Adão e Eva foram expulsos do Jardim do Éden após comer do fruto da árvore do conhecimento. Se para os gregos o conhecimento era representado pelo fogo, para judeus e cristãos, é por esse fruto, frequentemente representado por uma maçã. O resultado é o mesmo: o afastamento da natureza, e uma responsabilidade gigantesca sobre os ombros. No fundo, apesar de sabermos que somos feitos para a cidade, sentimos alguma nostalgia do tempo fantasioso em que seres humanos conviviam alegremente com tigres e cobras sem serem atacados.

Tomai todos e bebei, esse é o meu sangue, o sangue da nova e eterna aliança.

No cristianismo, o vinho é a bebida ritual que restabelece a conexão perdida com o divino. Desde a desobediência de Adão e Eva, passando por todas as traições humanas e ataques de fúria divina, Cristo restabelece a ligação com os céus através do compartilhamento do pão e do vinho – representando o sacrifício ritual definitivo. Na tradição greco-romana, pode-se fazer a mesma leitura, não só por Baco ser filho de Júpiter e de Sêmele, uma humana, mas por ter se apaixonado pela cultura da vinha e ensinado vários povos a cultivá-la. A loucura de Baco, a embriaguez do vinho, é um momento fugaz de reconciliação com os deuses, uma volta à natureza.

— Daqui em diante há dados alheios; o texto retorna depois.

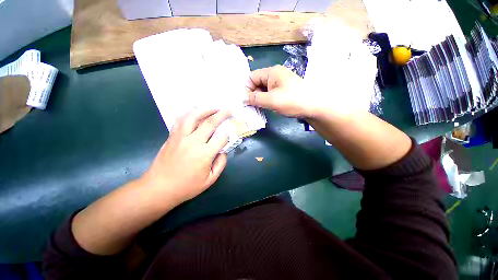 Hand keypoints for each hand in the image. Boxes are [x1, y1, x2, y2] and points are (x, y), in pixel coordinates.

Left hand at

Adão e Eva, por Tiziano Vecellio (1550)

Adão e Eva, por Tiziano Vecellio (1550)

Uma reconexão efêmera no Vale dos Vinhedos

Se não podemos voltar ao Jardim do Éden, ou conseguir o perdão dos deuses por lhes termos roubado o fogo, podemos ter momentos de reconciliação proporcionada pelo vinho. A alegria da embriaguez, que pode ocorrer em qualquer lugar onde haja uma garrafa de vinho, é importante, mas não suficiente. Precisamos de mais. Precisamos, além do esquecimento provocado pela loucura de Baco, da reaproximação com a natureza.
No Wine Garden, jardim da Vinícola Miolo, temos tudo o que precisamos para o estabelecimento temporário de uma religião própria: pão, vinho e um contato único com a natureza com pés descalços, brisa suave e paisagem harmoniosa.

Podemos ir ao jardim do vinho e ter a reconexão que buscamos desde que somos humanos. Enquanto lá estamos, somos momentaneamente perdoados por todo o nosso conhecimento e independência, para viver o intenso prazer de um dia, sem culpa.